The term "groundwater pollution" typically brings to mind contaminants--pesticides, solvents, and excess nutrients, among others--that are either soluble in water or are fluids themselves, percolating downward through the soil. However, another significant class of contaminants is that of colloids.

Colloids are microscopic particles between 0.005 and 5 [micro]m, similar in size to the particles in tobacco smoke (see figure 1). Colloids move by what is often referred to as colloidal transport.

Often the colloidal particles themselves are contaminants of concern, such as colloid-sized pathogenic bacteria and viruses (sometimes referred to as biocolloids) or aggregations of toxic elements. In other cases, mobile colloidal mineral or organic matter particles are simply a convenient transport mechanism for contaminants that would be otherwise immobile in soils. In either case, particles this small can filter through soil with varying degrees of ease and can often reach groundwater.
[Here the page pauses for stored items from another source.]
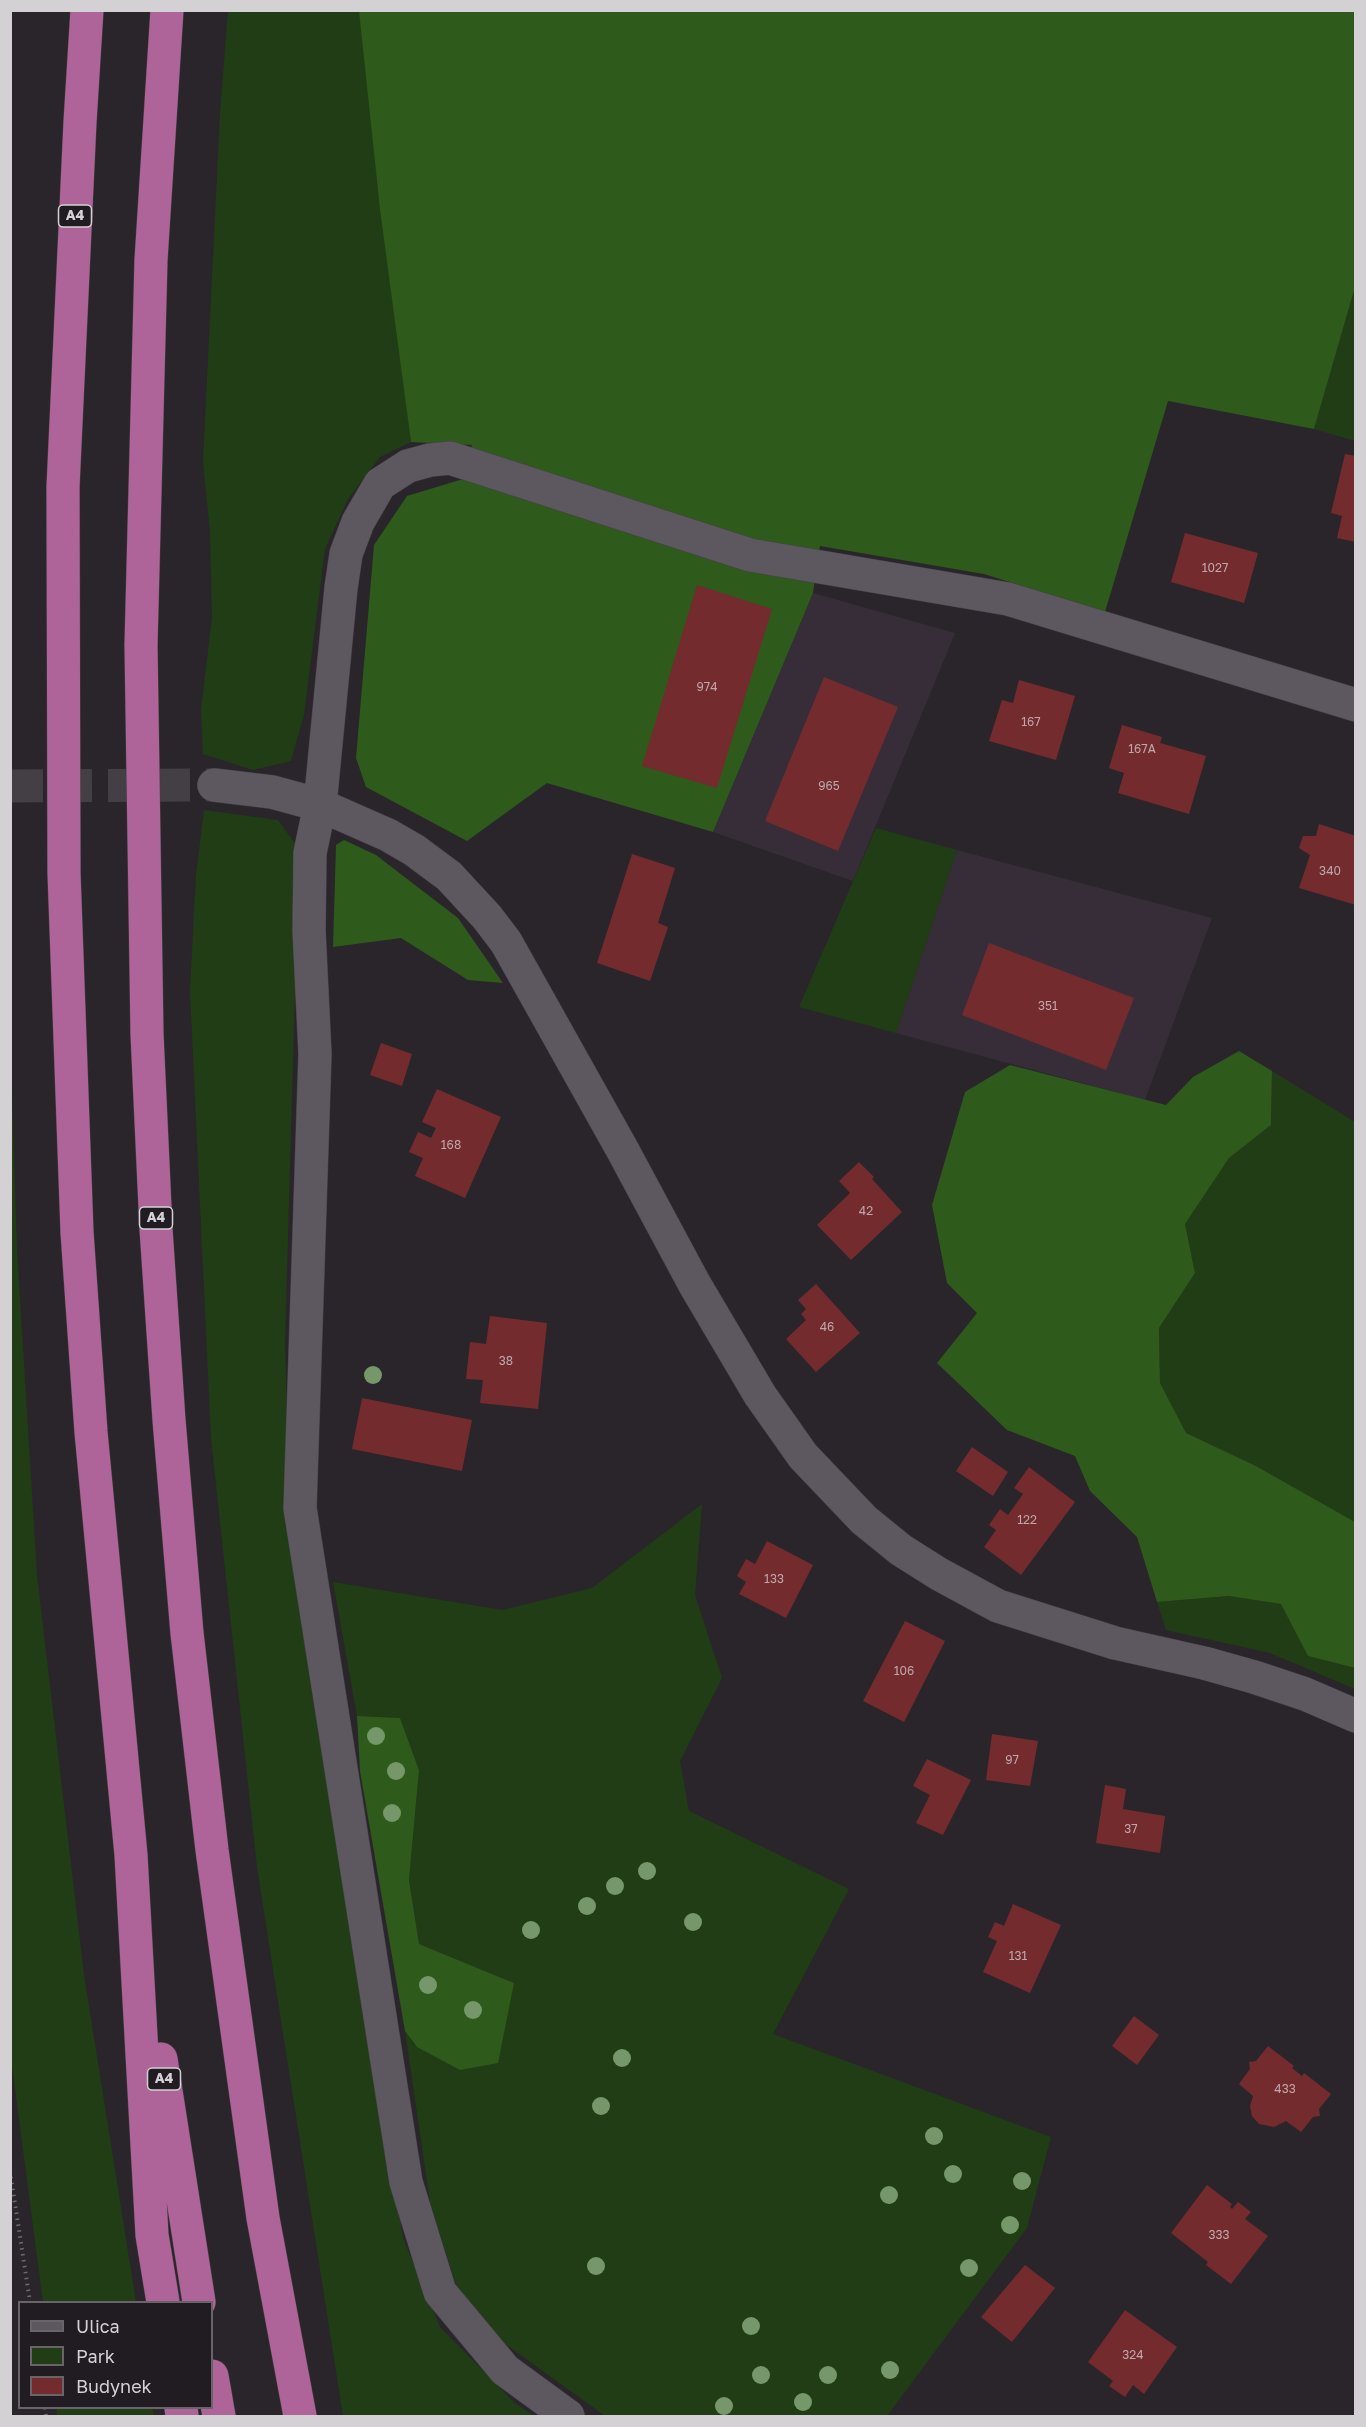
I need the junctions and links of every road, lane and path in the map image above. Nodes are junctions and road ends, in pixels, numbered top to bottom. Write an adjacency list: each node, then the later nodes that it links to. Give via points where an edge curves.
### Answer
1 (87, 10): 7 (highway, A4, via 63,487 64,873 77,1232 91,1432)
2 (167, 10): 14 (highway, A4, via 151,260 141,645 147,1035 156,1229 187,1634 212,1850 263,2218)
3 (1356, 705): 5 (street, via 1008,599 750,555 450,458 408,466 380,484 358,522 346,554)
4 (214, 784): 5 (street, via 272,792)
5 (320, 805): 6 (street, via 414,850 449,876 487,917 506,942 760,1395 803,1456 864,1520 901,1550 998,1606 1115,1642 1254,1677); 15 (street, via 310,853 315,1054 302,1520 406,2182 440,2292 505,2370)
6 (1356, 1716)
7 (131, 1855): 10 (highway, via 152,2235); 11 (highway, A4)
8 (10, 2171): 9 (path)
9 (30, 2301)
10 (163, 2301)
11 (199, 2301)
12 (213, 2382): 13 (highway)
13 (219, 2416)
14 (300, 2416)
15 (568, 2416)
The acceleration of movement of normally immobile contaminants due to linking up with mobile colloids (figure 2) is referred to as colloid-facilitated transport. Some of the initial discoveries of facilitated contaminant transport came as an unpleasant surprise, especially because the contaminants in question happened to be radioactive.

Plutonium was among several elements found to be moving from radioactive waste areas at a number of nuclear laboratories and test sites (McCarthy and Zachara 1989; McCarthy and McKay 2004). Despite predictions of then-current transport equations that such elements could move no more than a few millimeters through the soil before being immobilized by soil particles, the elements instead migrated anywhere from tens of meters to kilometers from the point of release. This was because the elements were traveling as colloidal particles; instead of bonding to large soil particles that would have immobilized them, the elements had bonded to particles small enough to be mobile themselves.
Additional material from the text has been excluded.